Furthermore, by denoting them ‘refugees’, he explicitly admits that they have a legitimate claim for refuge. Refuge from what? Well, could it be the Plan Dalet ethnic cleansing program on which the Jewish state’s cherished Jewish majority is based? Olmert may say what he likes, but two decades of painstaking scholarship in the Israeli military archives, in Ben Gurion’s obsessive diaries, and elsewhere by Israeli Jewish historians, have revealed that there were not just random massacres and excesses, but a worked out strategy to ‘spirit the penniless [Palestinian] population across the border’, as Theodor Herzl so delicately put it in his diary on 12 June 1895.

The ‘moral issue of the highest standard’ is of course precisely the maintenance of Israel’s Jewish majority. In Zionist parlance morality doesn’t have the universalist connotations we are accustomed to attribute to it. What’s good for the gander may often be the exact opposite of what’s good for the goose. In this case, however, there is a kind of consistency. Jewish refugees from Europe and the Arab countries who have settled in Israel and their descendants do not claim a right to return to their countries of origin. By the same token, on what basis should the Palestinians displaced by Zionist colonisation claim, or wish, to return or to demand restitution of their appropriated property? But wait. Hasn’t Israel been clamouring for decades for restitution of Jewish property and compensation from all kinds of authorities in Europe?

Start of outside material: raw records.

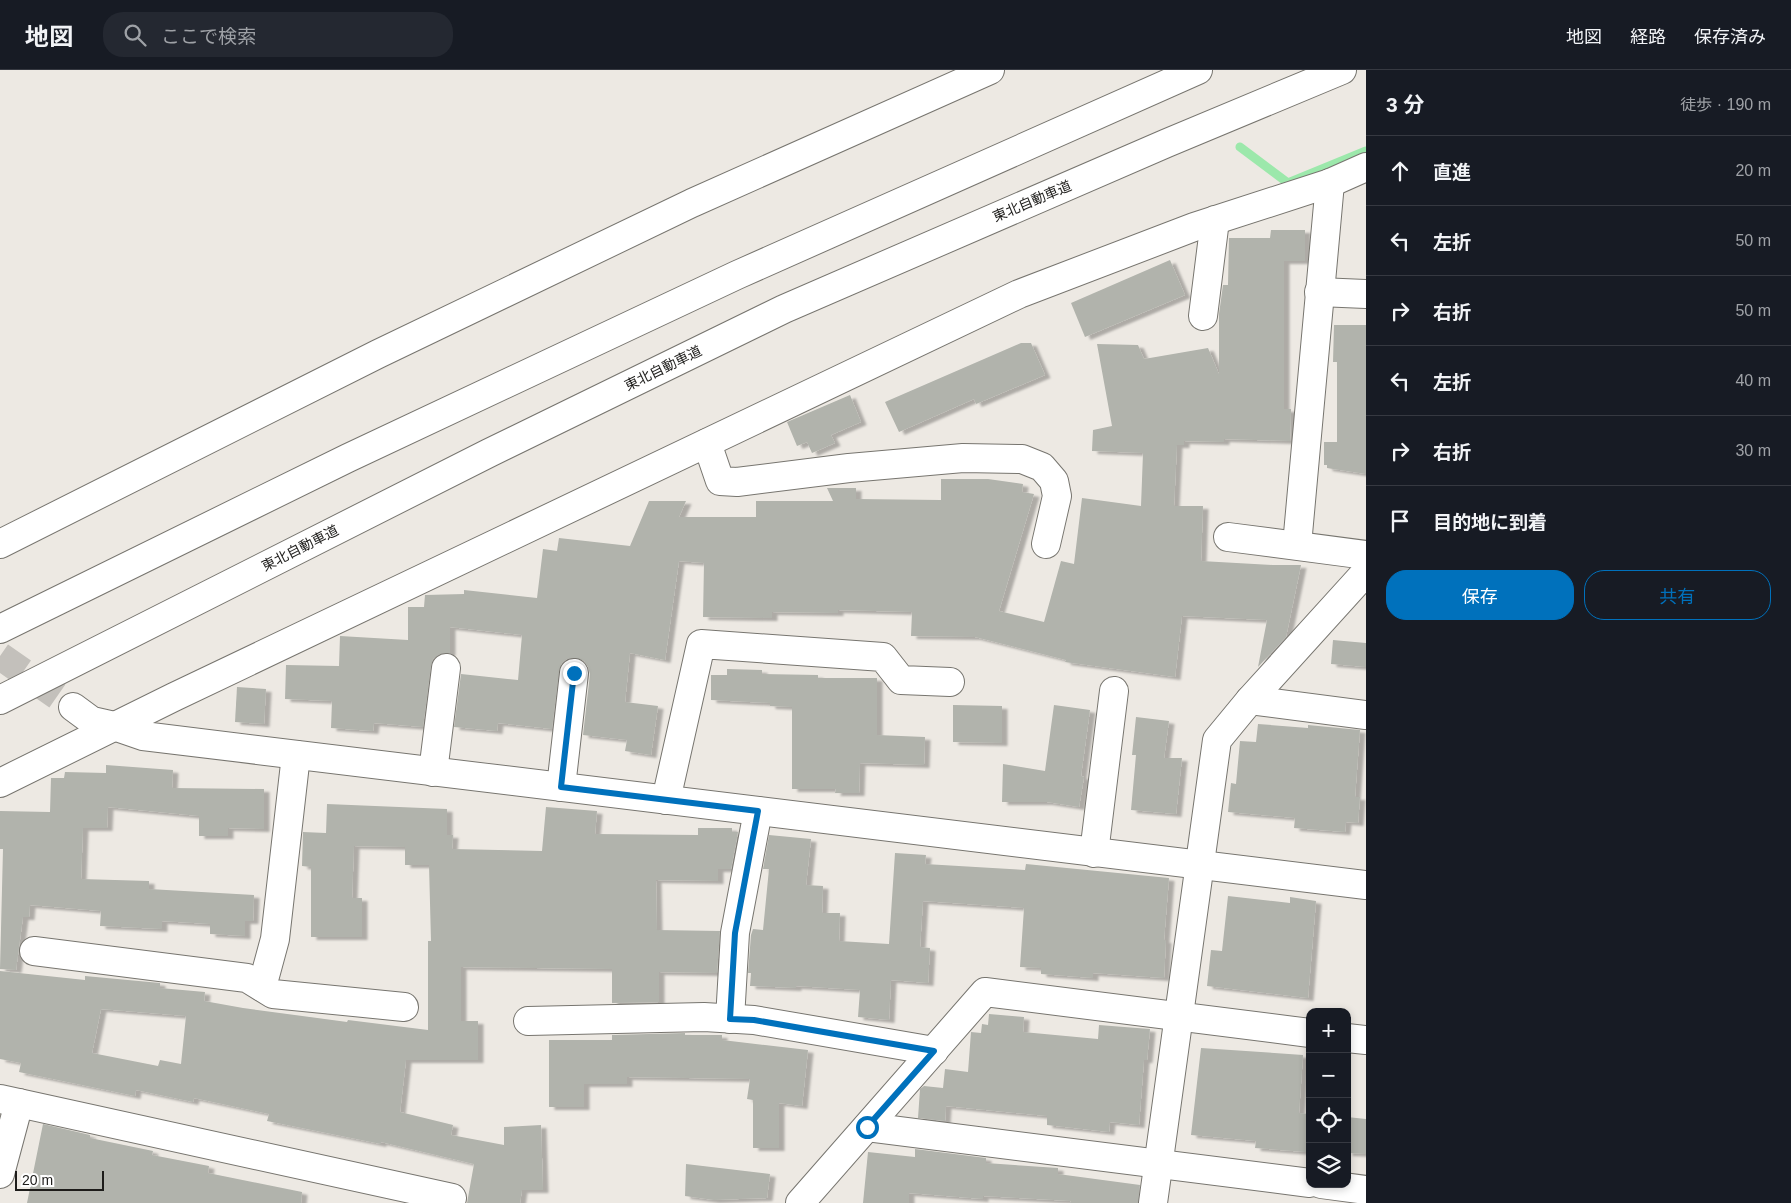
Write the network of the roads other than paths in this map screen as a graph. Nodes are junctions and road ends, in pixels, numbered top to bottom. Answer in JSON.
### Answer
{"nodes":[{"id":1,"x":990,"y":70,"type":"edge"},
{"id":2,"x":1198,"y":70,"type":"edge"},
{"id":3,"x":1342,"y":70,"type":"edge"},
{"id":4,"x":1366,"y":167,"type":"edge"},
{"id":5,"x":1330,"y":183,"type":"junction"},
{"id":6,"x":1215,"y":220,"type":"junction"},
{"id":7,"x":1319,"y":292,"type":"junction"},
{"id":8,"x":1366,"y":294,"type":"edge"},
{"id":9,"x":1202,"y":316,"type":"dead end"},
{"id":10,"x":707,"y":443,"type":"junction"},
{"id":11,"x":1228,"y":537,"type":"dead end"},
{"id":12,"x":0,"y":544,"type":"edge"},
{"id":13,"x":1046,"y":544,"type":"dead end"},
{"id":14,"x":1297,"y":545,"type":"junction"},
{"id":15,"x":1364,"y":556,"type":"edge"},
{"id":16,"x":0,"y":629,"type":"edge"},
{"id":17,"x":446,"y":668,"type":"dead end"},
{"id":18,"x":574,"y":673,"type":"dead end"},
{"id":19,"x":950,"y":682,"type":"dead end"},
{"id":20,"x":1114,"y":691,"type":"dead end"},
{"id":21,"x":0,"y":700,"type":"edge"},
{"id":22,"x":1250,"y":700,"type":"junction"},
{"id":23,"x":73,"y":707,"type":"tunnel mouth"},
{"id":24,"x":1366,"y":715,"type":"edge"},
{"id":25,"x":114,"y":726,"type":"junction"},
{"id":26,"x":296,"y":755,"type":"junction"},
{"id":27,"x":433,"y":772,"type":"junction"},
{"id":28,"x":0,"y":783,"type":"edge"},
{"id":29,"x":561,"y":787,"type":"junction"},
{"id":30,"x":666,"y":800,"type":"junction"},
{"id":31,"x":758,"y":811,"type":"junction"},
{"id":32,"x":1094,"y":853,"type":"junction"},
{"id":33,"x":1199,"y":866,"type":"junction"},
{"id":34,"x":1366,"y":885,"type":"edge"},
{"id":35,"x":34,"y":951,"type":"dead end"},
{"id":36,"x":262,"y":987,"type":"junction"},
{"id":37,"x":404,"y":1007,"type":"dead end"},
{"id":38,"x":1179,"y":1016,"type":"junction"},
{"id":39,"x":730,"y":1019,"type":"junction"},
{"id":40,"x":528,"y":1021,"type":"dead end"},
{"id":41,"x":1306,"y":1032,"type":"edge"},
{"id":42,"x":1351,"y":1038,"type":"edge"},
{"id":43,"x":1366,"y":1040,"type":"edge"},
{"id":44,"x":934,"y":1051,"type":"junction"},
{"id":45,"x":9,"y":1101,"type":"edge"},
{"id":46,"x":867,"y":1127,"type":"junction"},
{"id":47,"x":1159,"y":1163,"type":"junction"},
{"id":48,"x":0,"y":1174,"type":"edge"},
{"id":49,"x":1306,"y":1182,"type":"edge"},
{"id":50,"x":1351,"y":1188,"type":"edge"},
{"id":51,"x":1366,"y":1190,"type":"edge"},
{"id":52,"x":376,"y":1193,"type":"edge"},
{"id":53,"x":452,"y":1198,"type":"dead end"},
{"id":54,"x":800,"y":1203,"type":"edge"},
{"id":55,"x":1154,"y":1203,"type":"edge"}],
"edges":[{"from":1,"to":12,"type":"main road"},
{"from":2,"to":16,"type":"main road"},
{"from":3,"to":21,"type":"main road","name":"東北自動車道"},
{"from":4,"to":5,"type":"main road"},
{"from":5,"to":6,"type":"main road"},
{"from":5,"to":7,"type":"main road"},
{"from":6,"to":9,"type":"main road"},
{"from":6,"to":10,"type":"main road"},
{"from":7,"to":8,"type":"main road"},
{"from":7,"to":14,"type":"main road"},
{"from":10,"to":13,"type":"main road"},
{"from":10,"to":25,"type":"main road"},
{"from":11,"to":14,"type":"main road"},
{"from":14,"to":15,"type":"main road"},
{"from":15,"to":22,"type":"main road"},
{"from":17,"to":27,"type":"main road"},
{"from":18,"to":29,"type":"main road"},
{"from":19,"to":30,"type":"main road"},
{"from":20,"to":32,"type":"main road"},
{"from":22,"to":24,"type":"main road"},
{"from":22,"to":33,"type":"main road"},
{"from":23,"to":25,"type":"main road"},
{"from":25,"to":26,"type":"main road"},
{"from":25,"to":28,"type":"main road"},
{"from":26,"to":27,"type":"main road"},
{"from":26,"to":36,"type":"main road"},
{"from":27,"to":29,"type":"main road"},
{"from":29,"to":30,"type":"main road"},
{"from":30,"to":31,"type":"main road"},
{"from":31,"to":32,"type":"main road"},
{"from":31,"to":39,"type":"main road"},
{"from":32,"to":33,"type":"main road"},
{"from":33,"to":34,"type":"main road"},
{"from":33,"to":38,"type":"main road"},
{"from":35,"to":36,"type":"main road"},
{"from":36,"to":37,"type":"main road"},
{"from":38,"to":41,"type":"main road"},
{"from":38,"to":44,"type":"main road"},
{"from":38,"to":47,"type":"main road"},
{"from":39,"to":40,"type":"main road"},
{"from":39,"to":44,"type":"main road"},
{"from":42,"to":43,"type":"main road"},
{"from":44,"to":46,"type":"main road"},
{"from":45,"to":48,"type":"main road"},
{"from":45,"to":52,"type":"main road"},
{"from":46,"to":47,"type":"main road"},
{"from":46,"to":54,"type":"main road"},
{"from":47,"to":49,"type":"main road"},
{"from":47,"to":55,"type":"main road"},
{"from":50,"to":51,"type":"main road"},
{"from":52,"to":53,"type":"main road"}]}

Anyway, that’s not the basis of the argument. For Olmert, it’s not Israel’s fault, so it’s not Israel’s responsibility, and anyway, it’s not convenient for the Jewish state to absorb 4,000,000 Palestinian refugees, or even one. The first argument is not just irrelevant, but false. The second is patently racist. But it should come as no surprise that ‘the international community’ has tolerated this obstructive attitude and copped the cost of looking after Israel’s mess for nearly six decades. After all, it’s more or less the same international community that President George Bush I addressed on 23 September 1991,

Zionism is not a policy; it is the idea that led to the creation of a home for the Jewish people, to the State of Israel. And to equate Zionism with the intolerable sin of racism is to twist history and forget the terrible plight of Jews in World War II and, indeed, throughout history. To equate Zionism with racism is to reject Israel itself, a member of good standing of the United Nations.

This body cannot claim to seek peace and at the same time challenge Israel's right to exist. By repealing this resolution unconditionally, the United Nations will enhance its credibility and serve the cause of peace.

It’s more or less the same international community that accepted Bush’s lame red herring that Jewish suffering somehow justified Jewish racism, his bogus assertion that Israel was ‘a member of good standing’, and his ludicrous allegation that Israel’s ‘right to exist’ is in any way in the interests of peace.

To their everlasting shame, the response was overwhelmingly to resolve, "The general assembly decides to revoke the determination contained in its resolution 3379 (XXX) of 10 November 1975." That was the resolution that, ‘taking note of’ this and that, none of it really relevant, and recognising what is obvious to the most casual observation, ‘Determines that Zionism is a form of racism and racial discrimination.’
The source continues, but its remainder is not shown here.